ABOUT THIS EXERCISE
In the data below, begin at the line with "middle pip: (331, 292)" and stop after the line with "middle tip: (445, 235)"; output those lines exactly and no pictures.
______
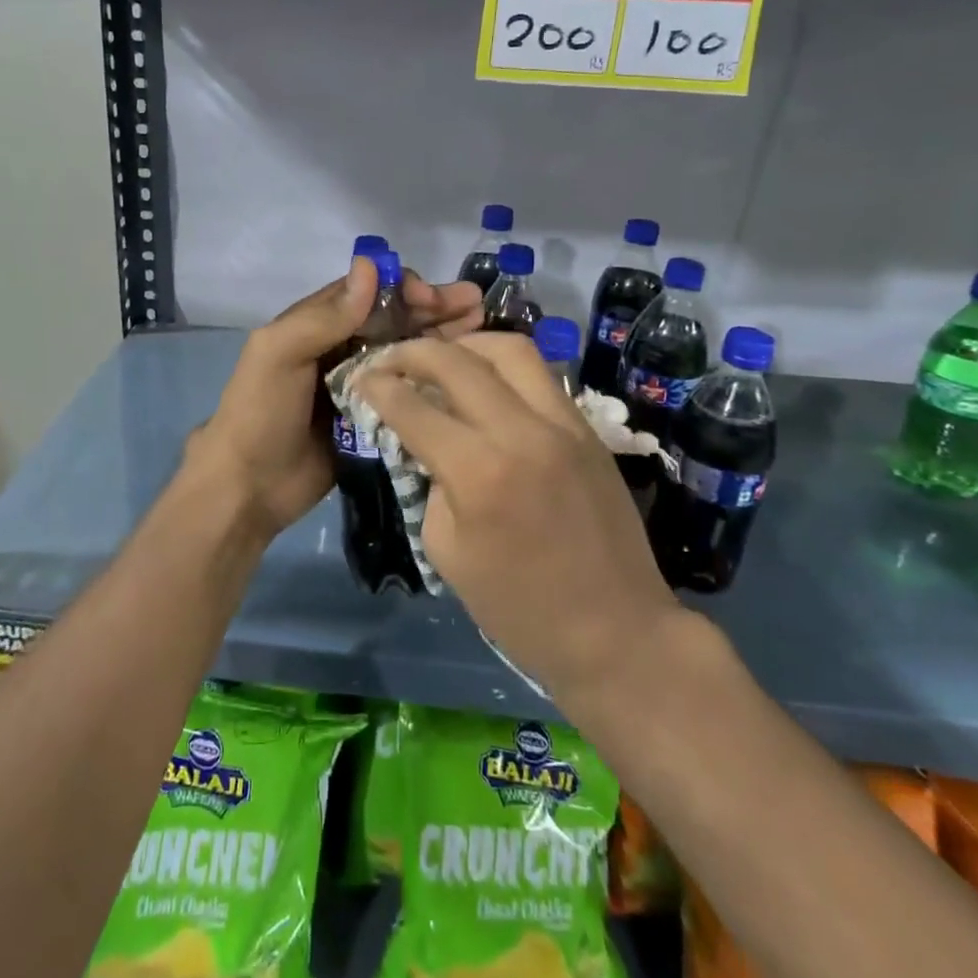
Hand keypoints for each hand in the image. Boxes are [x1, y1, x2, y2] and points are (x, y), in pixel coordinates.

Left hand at [189, 258, 484, 541]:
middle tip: (476, 306)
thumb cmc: (261, 412)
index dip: (403, 288)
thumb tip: (370, 266)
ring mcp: (361, 384)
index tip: (434, 299)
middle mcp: (342, 347)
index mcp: (317, 324)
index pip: (368, 292)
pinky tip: (468, 373)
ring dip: (442, 337)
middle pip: (395, 319)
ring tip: (483, 327)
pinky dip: (436, 378)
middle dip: (434, 308)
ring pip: (407, 351)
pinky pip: (409, 391)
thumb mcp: (279, 353)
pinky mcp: (375, 418)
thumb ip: (324, 316)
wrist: (249, 487)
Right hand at [355, 332, 678, 700]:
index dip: (378, 387)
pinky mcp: (588, 429)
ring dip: (466, 345)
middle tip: (391, 360)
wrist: (616, 632)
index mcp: (478, 473)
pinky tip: (486, 383)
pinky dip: (504, 367)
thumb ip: (430, 483)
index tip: (361, 378)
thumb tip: (426, 442)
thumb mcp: (446, 551)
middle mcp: (521, 433)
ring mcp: (563, 424)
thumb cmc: (519, 608)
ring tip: (443, 359)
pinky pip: (541, 375)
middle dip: (413, 351)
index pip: (414, 407)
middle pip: (457, 361)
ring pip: (509, 349)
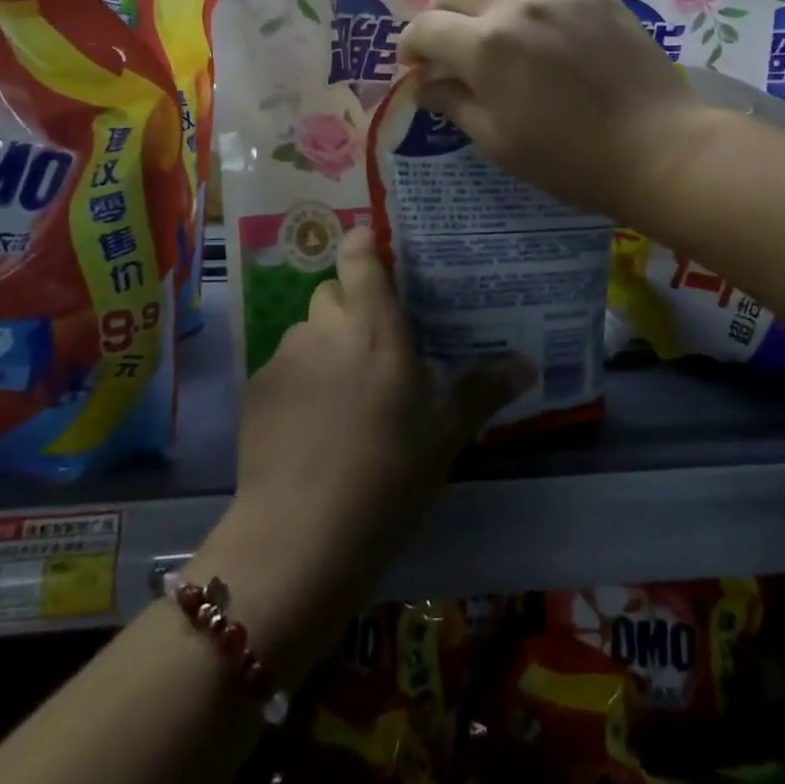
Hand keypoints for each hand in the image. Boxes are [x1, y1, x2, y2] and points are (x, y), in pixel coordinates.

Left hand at [195, 229, 527, 684]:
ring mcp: (285, 358)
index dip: (364, 245)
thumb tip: (528, 364)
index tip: (376, 251)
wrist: (301, 538)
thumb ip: (483, 391)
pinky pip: (282, 365)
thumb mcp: (445, 437)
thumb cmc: (389, 479)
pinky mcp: (256, 389)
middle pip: (331, 292)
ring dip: (323, 345)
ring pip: (306, 330)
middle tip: (372, 346)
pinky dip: (298, 379)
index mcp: (376, 330)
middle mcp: (326, 330)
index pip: (360, 259)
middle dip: (350, 307)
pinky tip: (309, 425)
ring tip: (340, 393)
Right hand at [396, 0, 702, 219]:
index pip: (427, 29)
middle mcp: (516, 4)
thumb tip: (425, 84)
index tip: (414, 63)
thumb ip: (455, 104)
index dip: (411, 46)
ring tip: (478, 0)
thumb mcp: (498, 143)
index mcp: (486, 47)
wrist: (654, 147)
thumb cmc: (570, 159)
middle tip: (442, 38)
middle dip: (437, 13)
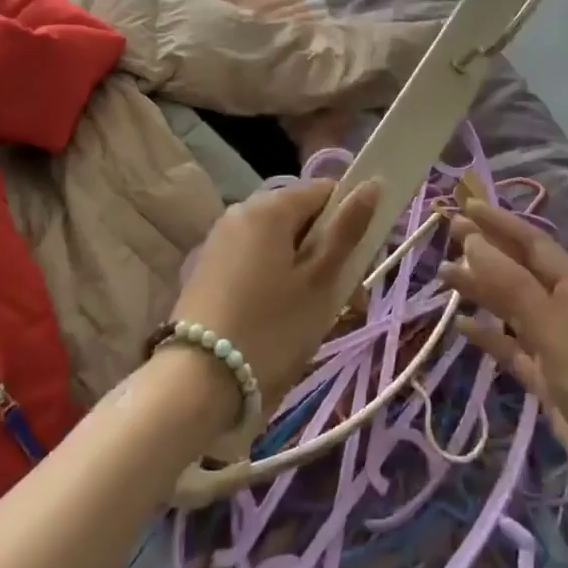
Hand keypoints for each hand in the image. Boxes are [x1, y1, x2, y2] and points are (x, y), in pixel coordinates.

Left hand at [169, 178, 380, 416]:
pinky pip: (256, 261)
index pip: (326, 191)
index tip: (359, 265)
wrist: (195, 384)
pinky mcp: (208, 268)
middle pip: (302, 219)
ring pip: (280, 244)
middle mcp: (242, 211)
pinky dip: (276, 281)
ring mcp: (221, 239)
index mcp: (271, 206)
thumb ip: (347, 229)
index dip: (350, 221)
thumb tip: (372, 184)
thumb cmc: (271, 328)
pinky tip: (280, 320)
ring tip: (314, 319)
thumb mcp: (320, 281)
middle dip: (328, 253)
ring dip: (304, 271)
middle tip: (344, 302)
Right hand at [443, 199, 567, 566]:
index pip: (532, 244)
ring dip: (482, 292)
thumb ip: (514, 290)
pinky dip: (490, 337)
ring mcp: (559, 349)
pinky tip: (462, 328)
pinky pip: (513, 350)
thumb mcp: (559, 334)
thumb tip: (473, 242)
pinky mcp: (550, 385)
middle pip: (519, 273)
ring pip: (512, 310)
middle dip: (486, 252)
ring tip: (444, 277)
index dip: (499, 223)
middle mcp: (567, 311)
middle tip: (445, 235)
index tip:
______
THE COMPLETED TASK
middle pip: (331, 292)
ring dip: (323, 345)
ring pip: (306, 330)
middle tip: (372, 346)
pinky dip: (298, 379)
index mcp: (376, 330)
middle mcp: (326, 330)
index pip: (360, 259)
middle dip: (350, 307)
pinky tip: (309, 425)
ring tip: (340, 393)
Right hand at [396, 0, 702, 219]:
index pip: (427, 29)
middle mcp: (516, 4)
thumb tip: (425, 84)
index tip: (414, 63)
thumb ip: (455, 104)
index dip: (411, 46)
ring tip: (478, 0)
thumb mcp: (498, 143)
index mcp: (486, 47)
wrist: (654, 147)
thumb cmc: (570, 159)
middle tip: (442, 38)
middle dip: (437, 13)
Hand keypoints for each hand in the image. Boxes are [x1, y1, x2, y2] and points are (x, y), in pixel coordinates.

Left hand at [169, 178, 380, 416]:
pinky pip: (256, 261)
index pip: (326, 191)
index tip: (359, 265)
wrist: (195, 384)
pinky mcp: (208, 268)
middle pip: (302, 219)
ring pip: (280, 244)
middle mcp: (242, 211)
pinky dip: (276, 281)
ring mcp: (221, 239)
index mcp: (271, 206)
thumb ip: (347, 229)
index dip: (350, 221)
thumb tip: (372, 184)
thumb cmc: (271, 328)
pinky tip: (280, 320)
ring tip: (314, 319)
thumb mcp: (320, 281)
middle dip: (328, 253)
ring dip: (304, 271)
middle tip: (344, 302)
Right hand at [443, 199, 567, 566]:
index pip: (532, 244)
ring dip: (482, 292)
thumb ip: (514, 290)
pinky dip: (490, 337)
ring mcp: (559, 349)
pinky tip: (462, 328)
pinky pip: (513, 350)
thumb mcp: (559, 334)
thumb tip: (473, 242)
pinky mcp: (550, 385)
middle pip: (519, 273)
ring pip: (512, 310)
middle dip: (486, 252)
ring tip: (444, 277)
index dip: (499, 223)
middle mcp: (567, 311)
middle tip: (445, 235)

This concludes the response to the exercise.